Drugi jezik na kojem je dostupan ovaj članak: Bosnian
Region’s largest digital conference, Digital Takeover, organized by 24sata media house, once again brought together 1,300 visitors from Croatia and the region: from digital experts and decision makers to startups and the most influential companies from across the region. Digital Takeover has this once again confirmed the status of a unique project in the region, and in a rich 11-hour program, five lecture halls, a range of panel discussion and presentations of leading Croatian and world experts were held.
The conference was opened by Boris Trupčević, Director of Styria for Croatia. In the introductory presentation, he announced the conference program that leads the participants to the future. „Billboards today are not a major thing in advertising. Targeting, algorithms, content marketing, online video … These are terms that redefine how we talk to consumers, and here we see a brutal global growth. The world of marketing today is much more complex than the big glossy billboard,“ said Trupčević. He underlined the importance of the top management in companies in the digital transformation process, which must guide by example, but equally important is every person working in your company, as the transformation falls or passes on people.

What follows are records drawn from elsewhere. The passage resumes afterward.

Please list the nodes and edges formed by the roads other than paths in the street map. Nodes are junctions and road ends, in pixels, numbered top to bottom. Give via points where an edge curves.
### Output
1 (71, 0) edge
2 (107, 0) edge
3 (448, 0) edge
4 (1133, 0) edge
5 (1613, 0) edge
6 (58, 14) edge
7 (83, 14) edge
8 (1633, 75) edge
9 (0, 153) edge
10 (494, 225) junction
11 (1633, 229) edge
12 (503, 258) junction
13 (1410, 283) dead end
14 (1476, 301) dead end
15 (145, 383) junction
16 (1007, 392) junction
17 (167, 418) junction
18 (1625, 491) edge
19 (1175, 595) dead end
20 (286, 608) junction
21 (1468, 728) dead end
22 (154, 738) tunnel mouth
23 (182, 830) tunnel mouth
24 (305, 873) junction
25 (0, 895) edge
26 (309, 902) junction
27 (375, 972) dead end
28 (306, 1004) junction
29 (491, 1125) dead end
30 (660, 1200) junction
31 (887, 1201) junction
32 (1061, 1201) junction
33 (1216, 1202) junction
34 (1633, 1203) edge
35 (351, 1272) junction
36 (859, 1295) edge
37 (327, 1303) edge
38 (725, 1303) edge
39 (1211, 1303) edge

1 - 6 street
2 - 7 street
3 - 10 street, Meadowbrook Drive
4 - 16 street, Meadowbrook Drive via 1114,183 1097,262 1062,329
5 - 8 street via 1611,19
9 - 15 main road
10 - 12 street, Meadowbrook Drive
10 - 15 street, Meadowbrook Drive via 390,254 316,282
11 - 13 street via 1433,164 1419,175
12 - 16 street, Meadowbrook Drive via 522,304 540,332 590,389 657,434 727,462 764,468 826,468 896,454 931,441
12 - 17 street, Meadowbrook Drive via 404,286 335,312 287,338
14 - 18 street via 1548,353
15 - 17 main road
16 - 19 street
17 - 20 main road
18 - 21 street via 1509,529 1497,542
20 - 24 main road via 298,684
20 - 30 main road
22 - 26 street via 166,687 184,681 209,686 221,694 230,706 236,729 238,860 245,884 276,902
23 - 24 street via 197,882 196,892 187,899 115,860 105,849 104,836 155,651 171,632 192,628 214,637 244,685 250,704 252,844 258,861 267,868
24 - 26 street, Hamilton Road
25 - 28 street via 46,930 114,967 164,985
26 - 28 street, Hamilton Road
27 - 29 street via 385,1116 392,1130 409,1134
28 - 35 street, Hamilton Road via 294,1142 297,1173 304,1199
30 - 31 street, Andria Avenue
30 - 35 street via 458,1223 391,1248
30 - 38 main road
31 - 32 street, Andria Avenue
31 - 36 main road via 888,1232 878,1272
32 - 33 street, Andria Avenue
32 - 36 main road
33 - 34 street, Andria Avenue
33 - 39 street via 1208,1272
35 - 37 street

Nenad Filipović, a digital transformation specialist and director of corporate education programs at IEDC – Bled Business School, said that “culture is a big problem and barrier, because one of the first reasons why there is no digital transformation is that people at the top have no clear picture that change is needed and where it could bring them. They do not know that because they do not know their market.”
The next lecture, on “The Future Business and Communication Landscape”, was held by Johan Ronnestam, leading Swedish branding specialist, the Cannes Lions winner, innovator and futurist. For the beginning, he brought the audience back to the 1971, when ARPANET, the forerunner of the Internet, came into being. Large companies declined to advertise online already in the first part of the century, but with the launch of YouTube in 2005, everything changed, and later others followed. Today we are witnessing the digitization of society, and unprecedented connectivity. “How can we make people notice us? That’s the wrong question. What we do need to ask is: How can we make people want to notice us. We have all the information in the world in the palm of our hand. If you share with people interesting information on your platforms, they will visit you. Only then can you think about placing products and services and profits,” says Ronnestam.
On the digital metrics panel, speaking of investment in advertising, Boris Trupcevic pointed out that global trends show there will be a large outflow of budgets from television, because digital will surely grow in investments at the expense of television. Another topic was programmatic advertising. Zoran Turkovic pointed out that market education is the main obstacle for digital advertising, while Igor Žeželj from the Wireless Media added that programmatic is certainly coming.
Speaking about influencer marketing, Trupčević stressed that this is a serious phenomenon that can be seen in Croatia as well. Influencers are becoming relevant in every segment of the audience lives. He mentioned the example of JoomBoos, which sees huge growth in video advertising. “I think we live in the golden age of the video,” said Vedad Mulalic, and pointed out that video is present across users’ devices.
Jesper Laursen, founder of the Native Advertising Institute and leading Danish content marketing specialist, also held a lecture in which he emphasized that the most important thing for native advertising is that the content is similar to the editorial content of the media on which it is published. The reason why this kind of advertising works is that online audiences do not want you to interrupt them for no reason, but to approach them with quality and valuable content. He added there are expectations that by 2020, investment in native advertising will increase by 19% compared to 2015, when it was 10% of the total advertising budget.
The last lecture was given by Dr. Kjell A. Nordstrom, author of bestseller “Funky Business” and one of the most influential thinkers in the world. “Today we see what technology provides us and what are its advantages, and what are its disadvantages” said Nordstrom. He wondered what technology really was. “iPhone is just human knowledge trapped in a small box,” said the professor at the Stockholm School of Economics. He also added that we are all trapped in the Matrix that controls us.
The interesting lecture continued with the assertion that technology is advancing ten times faster than during the industrialization of Europe, and that the knowledge of mankind is exponentially growing. And yet, every day, when we wake up, we are more stupid than the day before. He emphasizes that anything that can be digitized no longer matters. Also, he believes that the originals are rare today, and all that remains are copies. “Almost all hotels and all cars are the same, we copy each other and inspire each other, and then we fall together off the cliff. There is only one conclusion – it is necessary to regain the originality that we once had, which made us successful back then,” said one of the most influential thinkers in the world at the Digital Takeover.
Before the last lecture at the Digital Takeover Conference, the Business Leaders Awards were presented. The award for the largest investment in the development of the gigabit network was awarded to Hrvatski Telekom, while Hrvatska pošta received recognition for contributing to the development of employees as the fundamental driver of digital transformation.
The award for progress in the use of digital services for users was awarded to Zagrebacka banka, and the recognition for innovators in the field of virtual reality was given to the Orca FPV startup from Osijek. Acknowledgment for the socially responsible project was given to OmoLab and Locastic, for the development of the OmoReader app that helps children with dyslexia.